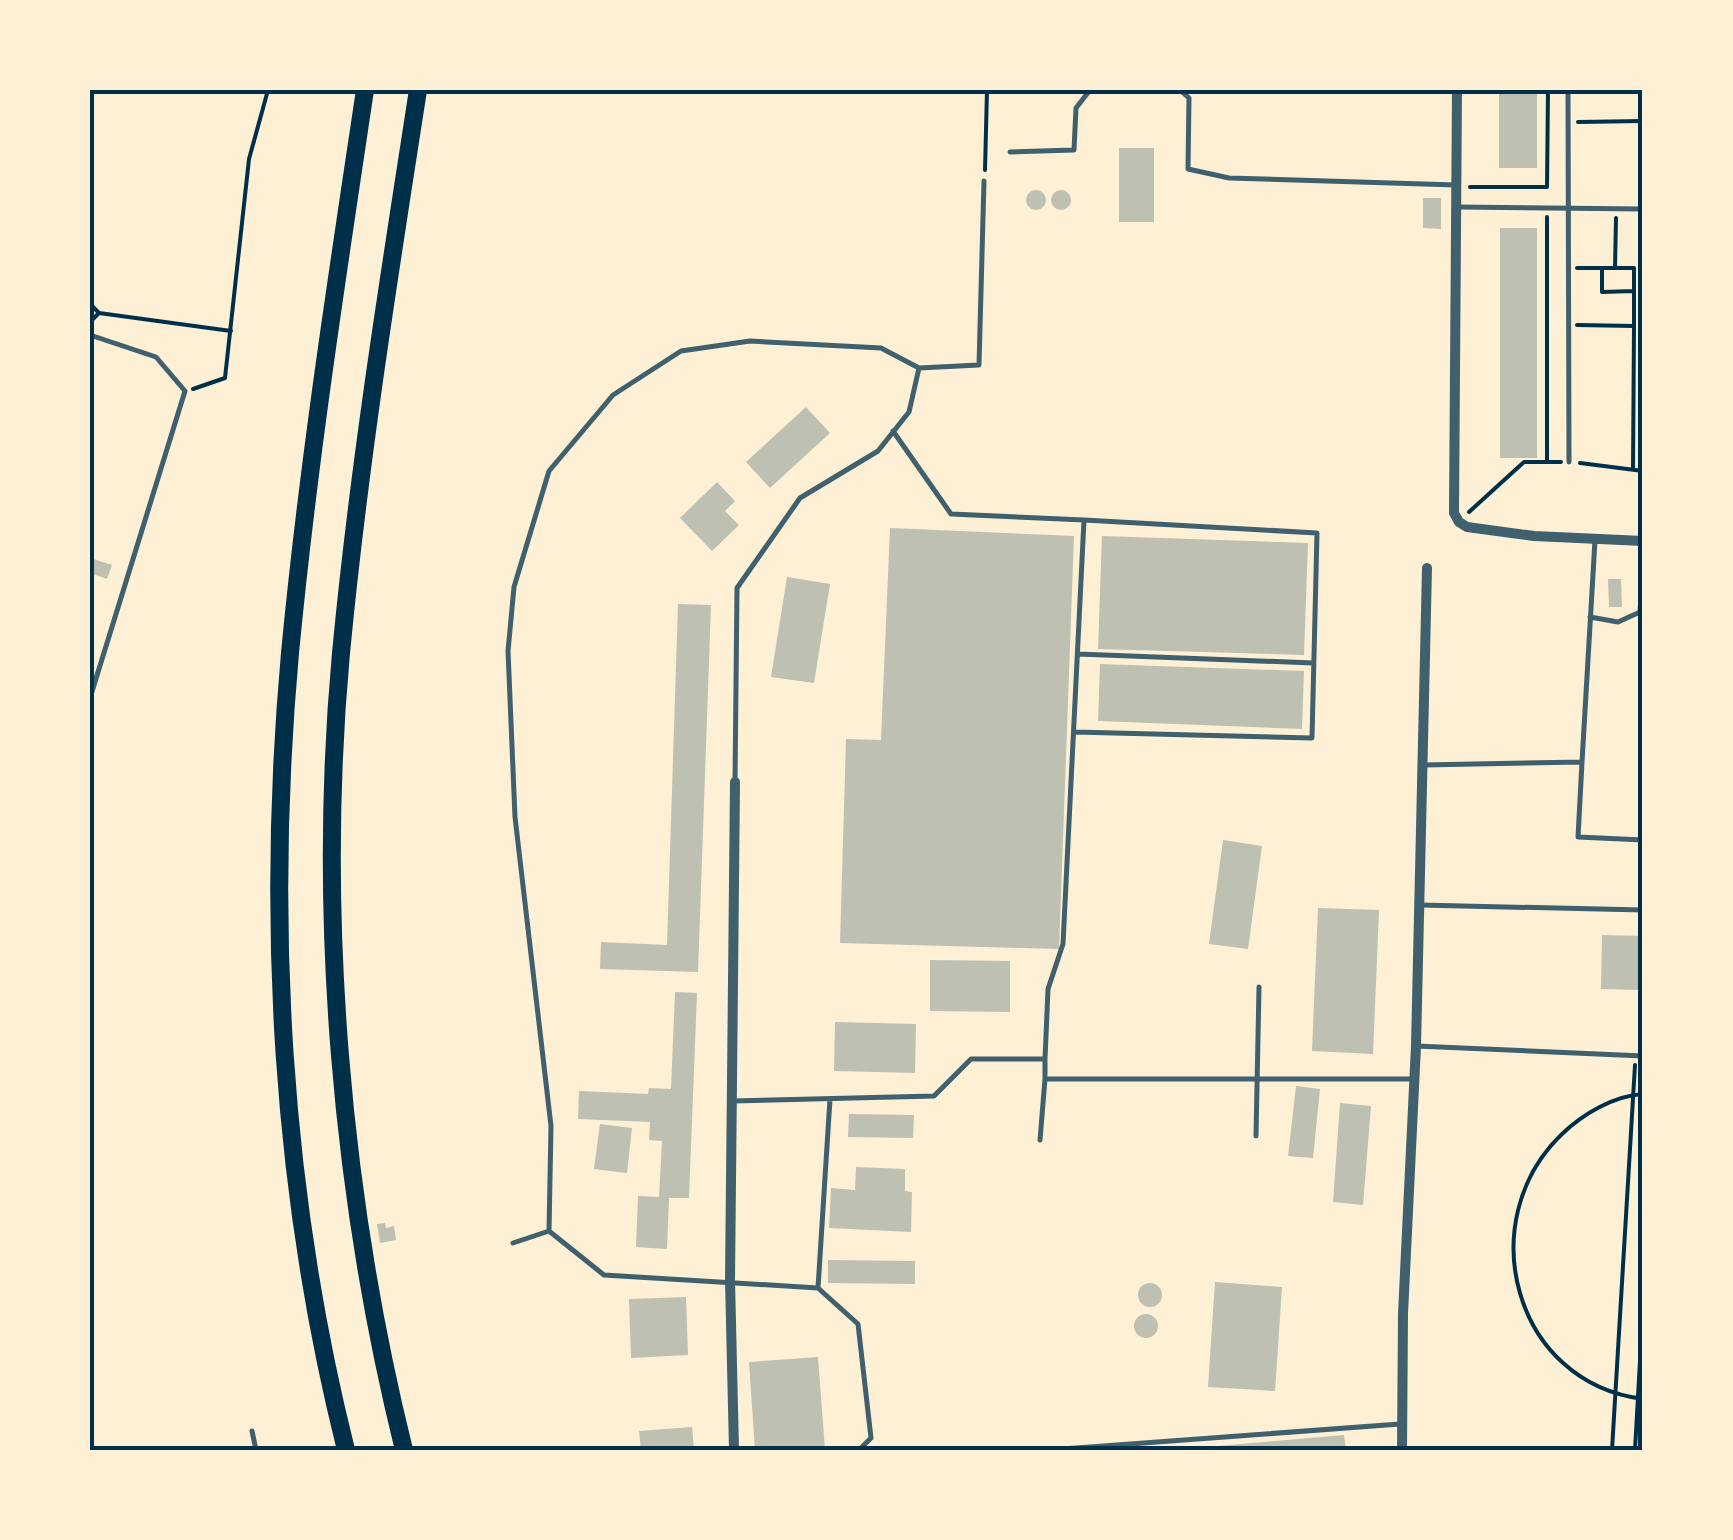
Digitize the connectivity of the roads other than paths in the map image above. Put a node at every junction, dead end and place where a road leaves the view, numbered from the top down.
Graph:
1 (365, 90) edge
2 (418, 90) edge
3 (1090, 90) edge
4 (1180, 90) edge
5 (1458, 90) edge
6 (1568, 90) edge
7 (1010, 152) dead end
8 (984, 181) road end
9 (1461, 186) junction
10 (1456, 206) junction
11 (1568, 208) junction
12 (1643, 209) edge
13 (90, 335) edge
14 (919, 368) junction
15 (894, 431) junction
16 (1569, 462) road end
17 (1084, 520) junction
18 (1595, 539) junction
19 (1643, 541) edge
20 (1428, 568) dead end
21 (1642, 582) edge
22 (1590, 618) junction
23 (1078, 654) junction
24 (1313, 662) junction
25 (90, 698) edge
26 (1075, 732) junction
27 (1582, 762) junction
28 (1423, 765) junction
29 (735, 782) joint
30 (1643, 840) edge
31 (1420, 904) junction
32 (1643, 910) edge
33 (1259, 987) dead end
34 (1416, 1046) junction
35 (1639, 1056) edge
36 (1045, 1059) junction
37 (1258, 1078) junction
38 (1045, 1079) junction
39 (1415, 1079) junction
40 (830, 1098) junction
41 (732, 1100) junction
42 (1256, 1136) dead end
43 (1040, 1140) dead end
44 (548, 1230) junction
45 (513, 1243) dead end
46 (730, 1280) junction
47 (818, 1288) junction
48 (1402, 1424) junction
49 (252, 1431) dead end
50 (256, 1450) edge
51 (346, 1450) edge
52 (404, 1450) edge
53 (734, 1450) edge
54 (859, 1450) edge
55 (1049, 1450) edge
56 (1402, 1450) edge

1 - 51 highway
2 - 52 highway
3 - 7 lane
4 - 9 lane
5 - 9 street
6 - 11 lane
8 - 14 lane
9 - 10 street
10 - 11 lane
10 - 18 street
11 - 12 lane
11 - 16 lane
13 - 25 lane
14 - 15 lane
14 - 44 lane
15 - 17 lane
15 - 29 lane
17 - 23 lane
17 - 24 lane
18 - 19 street
18 - 22 lane
20 - 28 street
21 - 22 lane
22 - 27 lane
23 - 24 lane
23 - 26 lane
24 - 26 lane
26 - 36 lane
27 - 28 lane
27 - 30 lane
28 - 31 street
29 - 41 street
31 - 32 lane
31 - 34 street
33 - 37 lane
34 - 35 lane
34 - 39 street
36 - 38 lane
36 - 40 lane
37 - 38 lane
37 - 39 lane
37 - 42 lane
38 - 43 lane
39 - 48 street
40 - 41 lane
40 - 47 lane
41 - 46 street
44 - 45 lane
44 - 46 lane
46 - 47 lane
46 - 53 street
47 - 54 lane
48 - 55 lane
48 - 56 street
49 - 50 lane

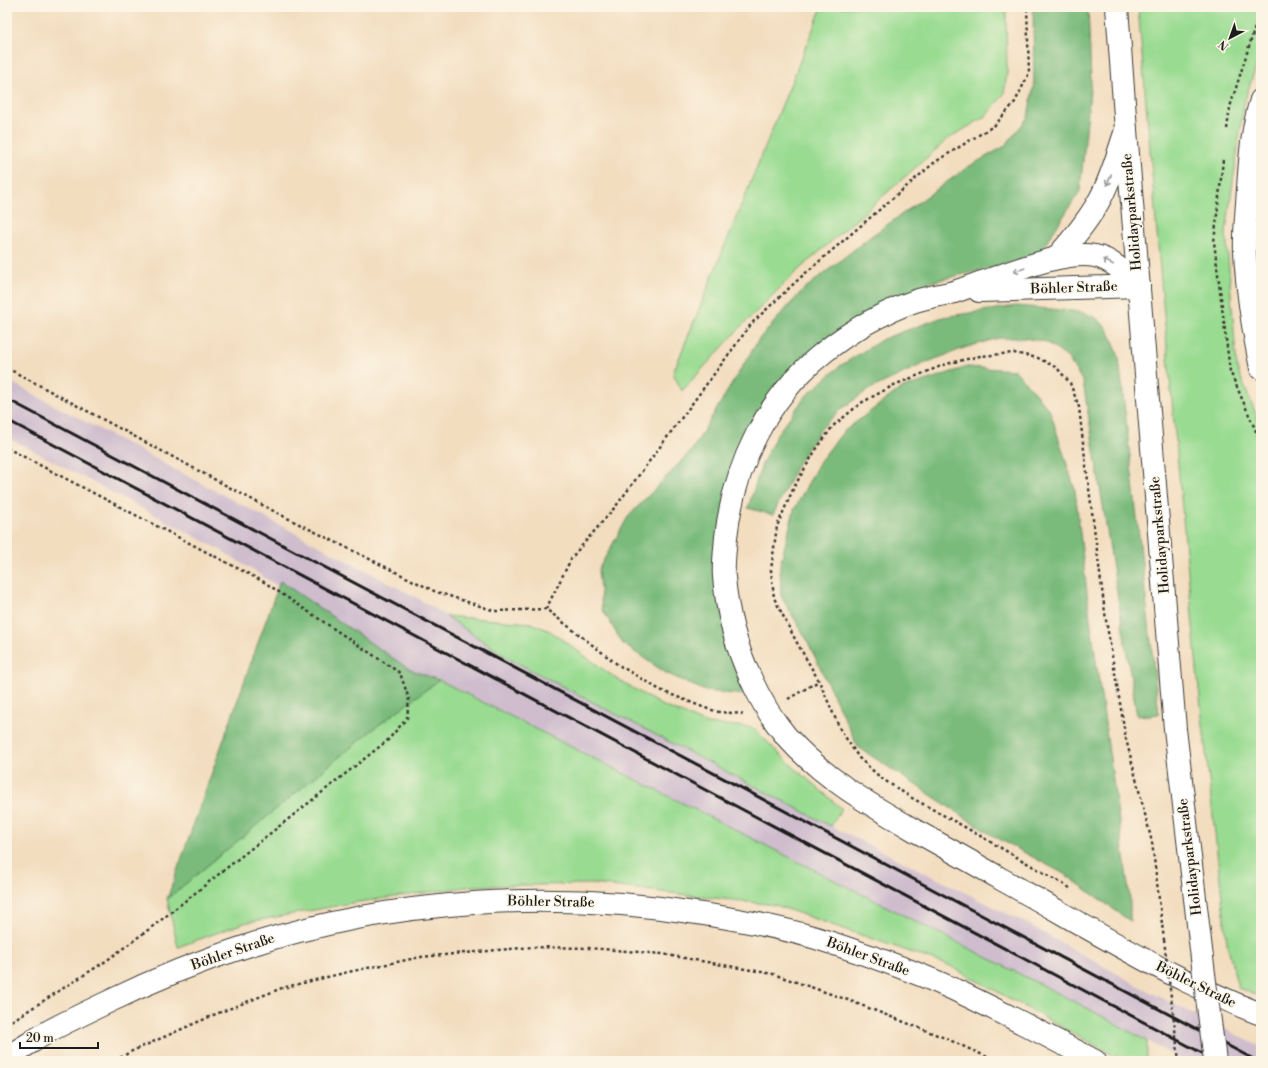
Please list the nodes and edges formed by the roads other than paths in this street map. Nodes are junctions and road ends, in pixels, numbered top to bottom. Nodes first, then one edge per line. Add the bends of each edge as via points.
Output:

● **Goal of the exercise**:
The lines to reproduce run from the one containing "Please list the" to the last line of the listing; print them exactly, including both ends.

● **Output of the exercise**:
Please list the nodes and edges formed by the roads other than paths in this street map. Nodes are junctions and road ends, in pixels, numbered top to bottom. Nodes first, then one edge per line. Add the bends of each edge as via points.
Output:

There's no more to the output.